━━━ RECORDS SUPPLIED
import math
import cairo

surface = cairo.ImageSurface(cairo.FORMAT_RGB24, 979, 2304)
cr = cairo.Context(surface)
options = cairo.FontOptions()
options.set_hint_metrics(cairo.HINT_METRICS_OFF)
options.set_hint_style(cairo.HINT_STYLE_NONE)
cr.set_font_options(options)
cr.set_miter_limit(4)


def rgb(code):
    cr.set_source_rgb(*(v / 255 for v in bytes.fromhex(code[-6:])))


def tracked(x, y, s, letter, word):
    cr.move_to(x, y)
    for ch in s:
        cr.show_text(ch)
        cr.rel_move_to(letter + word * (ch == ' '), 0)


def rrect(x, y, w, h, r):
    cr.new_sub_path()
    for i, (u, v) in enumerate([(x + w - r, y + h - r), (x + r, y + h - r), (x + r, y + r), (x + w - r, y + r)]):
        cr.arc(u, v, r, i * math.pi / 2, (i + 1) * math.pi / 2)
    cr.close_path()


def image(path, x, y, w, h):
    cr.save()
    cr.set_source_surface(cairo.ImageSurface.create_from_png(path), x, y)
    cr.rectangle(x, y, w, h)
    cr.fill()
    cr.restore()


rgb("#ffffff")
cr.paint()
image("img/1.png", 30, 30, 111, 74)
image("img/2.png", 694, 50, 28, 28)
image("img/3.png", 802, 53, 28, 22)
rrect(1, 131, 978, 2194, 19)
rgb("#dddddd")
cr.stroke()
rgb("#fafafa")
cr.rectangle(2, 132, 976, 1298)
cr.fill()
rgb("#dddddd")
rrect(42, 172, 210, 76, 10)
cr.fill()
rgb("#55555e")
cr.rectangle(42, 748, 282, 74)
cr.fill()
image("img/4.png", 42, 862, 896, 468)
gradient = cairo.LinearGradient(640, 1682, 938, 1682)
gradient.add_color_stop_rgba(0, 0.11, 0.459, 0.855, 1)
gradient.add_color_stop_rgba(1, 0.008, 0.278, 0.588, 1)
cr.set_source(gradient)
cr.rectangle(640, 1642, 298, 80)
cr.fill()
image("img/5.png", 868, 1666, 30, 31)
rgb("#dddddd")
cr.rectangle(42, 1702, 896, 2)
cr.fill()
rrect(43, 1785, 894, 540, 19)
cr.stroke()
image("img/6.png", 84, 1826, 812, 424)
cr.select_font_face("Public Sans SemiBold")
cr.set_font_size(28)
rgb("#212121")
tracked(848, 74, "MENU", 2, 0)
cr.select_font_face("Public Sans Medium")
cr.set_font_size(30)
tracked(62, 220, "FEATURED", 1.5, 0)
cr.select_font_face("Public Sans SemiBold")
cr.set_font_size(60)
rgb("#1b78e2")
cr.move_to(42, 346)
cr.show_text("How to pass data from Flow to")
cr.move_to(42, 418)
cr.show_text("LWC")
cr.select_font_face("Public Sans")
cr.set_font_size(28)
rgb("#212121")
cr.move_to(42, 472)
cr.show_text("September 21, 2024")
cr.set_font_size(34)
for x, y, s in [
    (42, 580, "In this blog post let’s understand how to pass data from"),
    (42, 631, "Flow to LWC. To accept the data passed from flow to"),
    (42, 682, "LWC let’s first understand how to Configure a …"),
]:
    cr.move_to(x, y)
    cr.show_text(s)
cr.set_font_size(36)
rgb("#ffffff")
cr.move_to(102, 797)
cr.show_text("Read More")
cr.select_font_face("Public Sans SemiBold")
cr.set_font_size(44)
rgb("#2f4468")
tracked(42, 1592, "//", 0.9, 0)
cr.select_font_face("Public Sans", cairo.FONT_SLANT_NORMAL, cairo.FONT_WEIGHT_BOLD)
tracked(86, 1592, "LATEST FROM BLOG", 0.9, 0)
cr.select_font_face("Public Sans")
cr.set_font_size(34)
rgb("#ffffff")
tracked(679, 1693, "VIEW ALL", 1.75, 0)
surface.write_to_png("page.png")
━━━━━━
Transcribe only the lines from the beginning of the entries to the line with "cr.restore()", inclusive, exactly as written.

import math
import cairo

surface = cairo.ImageSurface(cairo.FORMAT_RGB24, 979, 2304)
cr = cairo.Context(surface)
options = cairo.FontOptions()
options.set_hint_metrics(cairo.HINT_METRICS_OFF)
options.set_hint_style(cairo.HINT_STYLE_NONE)
cr.set_font_options(options)
cr.set_miter_limit(4)


def rgb(code):
    cr.set_source_rgb(*(v / 255 for v in bytes.fromhex(code[-6:])))


def tracked(x, y, s, letter, word):
    cr.move_to(x, y)
    for ch in s:
        cr.show_text(ch)
        cr.rel_move_to(letter + word * (ch == ' '), 0)


def rrect(x, y, w, h, r):
    cr.new_sub_path()
    for i, (u, v) in enumerate([(x + w - r, y + h - r), (x + r, y + h - r), (x + r, y + r), (x + w - r, y + r)]):
        cr.arc(u, v, r, i * math.pi / 2, (i + 1) * math.pi / 2)
    cr.close_path()


def image(path, x, y, w, h):
    cr.save()
    cr.set_source_surface(cairo.ImageSurface.create_from_png(path), x, y)
    cr.rectangle(x, y, w, h)
    cr.fill()
    cr.restore()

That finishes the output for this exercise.